Negli ultimi due anni non ho fatto che costruire. Costruire per il mio futuro, il mio lavoro, i miei progetti. E ho ceduto alla più vana delle illusioni: l’amore. Pietra dopo pietra ho innalzato una torre senza guardare indietro, senza guardare giù. E solo ora mi accorgo che è una torre fragile, senza una scala per scendere, ma troppo alta per farla crescere ancora. In pochi giorni sta mostrando tutta la sua incertezza.
Anni, avevo impiegato anni per distruggere la fortezza che mi proteggeva solo per ritrovarmi prigioniera di altre pietre, altre mura. Rovine. I cocci di un passato che non è nemmeno il mio, ma ha invaso il mio giardino spegnendone ogni sfumatura. E spegnendo me. Perché so cosa succederà, è un copione già scritto, già visto, già vissuto. Il copione dell’animale braccato che sa di doversi nascondere. Aspettare che il pericolo passi nell’immobilità del letargo. E quindi mi spengo, mi metto in stand by. Non ho voglia di fare la guerriera, di cacciare le unghie, i denti e la voce grossa.

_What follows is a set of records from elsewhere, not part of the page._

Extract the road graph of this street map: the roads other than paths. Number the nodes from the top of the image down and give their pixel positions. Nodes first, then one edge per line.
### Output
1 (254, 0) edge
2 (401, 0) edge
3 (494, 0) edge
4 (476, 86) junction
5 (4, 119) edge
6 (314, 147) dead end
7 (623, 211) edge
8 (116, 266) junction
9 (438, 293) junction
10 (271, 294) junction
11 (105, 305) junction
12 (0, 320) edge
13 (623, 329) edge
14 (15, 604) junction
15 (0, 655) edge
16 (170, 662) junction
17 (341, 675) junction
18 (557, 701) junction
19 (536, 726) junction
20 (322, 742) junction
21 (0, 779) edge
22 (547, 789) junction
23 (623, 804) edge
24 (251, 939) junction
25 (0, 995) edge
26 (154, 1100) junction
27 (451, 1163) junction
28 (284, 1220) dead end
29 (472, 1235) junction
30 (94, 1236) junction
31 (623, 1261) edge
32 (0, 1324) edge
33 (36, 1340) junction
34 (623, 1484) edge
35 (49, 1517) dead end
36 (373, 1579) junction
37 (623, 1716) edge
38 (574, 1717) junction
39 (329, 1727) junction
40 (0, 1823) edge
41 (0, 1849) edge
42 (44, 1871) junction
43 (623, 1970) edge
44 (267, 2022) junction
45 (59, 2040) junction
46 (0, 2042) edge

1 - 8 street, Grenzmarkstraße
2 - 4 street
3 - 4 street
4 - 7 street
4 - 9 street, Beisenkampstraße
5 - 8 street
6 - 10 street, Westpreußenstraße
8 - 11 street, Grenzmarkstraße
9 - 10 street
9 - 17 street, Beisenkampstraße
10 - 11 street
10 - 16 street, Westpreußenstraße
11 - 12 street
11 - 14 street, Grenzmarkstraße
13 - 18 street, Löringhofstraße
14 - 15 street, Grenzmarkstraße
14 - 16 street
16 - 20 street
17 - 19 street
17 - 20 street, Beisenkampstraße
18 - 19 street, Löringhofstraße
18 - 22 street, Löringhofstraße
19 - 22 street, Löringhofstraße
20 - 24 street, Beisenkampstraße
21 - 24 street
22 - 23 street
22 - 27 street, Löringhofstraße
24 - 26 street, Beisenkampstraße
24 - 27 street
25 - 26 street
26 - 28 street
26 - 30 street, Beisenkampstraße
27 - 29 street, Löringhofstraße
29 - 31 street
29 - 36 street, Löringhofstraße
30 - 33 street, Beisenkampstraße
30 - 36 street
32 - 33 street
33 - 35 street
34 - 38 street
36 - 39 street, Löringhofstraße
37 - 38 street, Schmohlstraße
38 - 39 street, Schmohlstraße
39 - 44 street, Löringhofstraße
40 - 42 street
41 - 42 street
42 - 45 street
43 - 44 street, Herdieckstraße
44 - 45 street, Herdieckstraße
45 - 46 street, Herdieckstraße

Rinuncerò alle illusioni, ai sorrisi e alla spontaneità e se questo vorrà dire essere meno me stessa o non esserlo per niente rinuncerò anche a me.
Mi richiudo nel nido. Tra queste parole che oggi pesano più di ieri, che continuano a vorticarmi nella testa urlando «non è cambiato niente», e forse è vero, ma c’è tanta gente che vive bene nell’immobilità.
Ci farò l’abitudine anche io.
Qualcuno dice…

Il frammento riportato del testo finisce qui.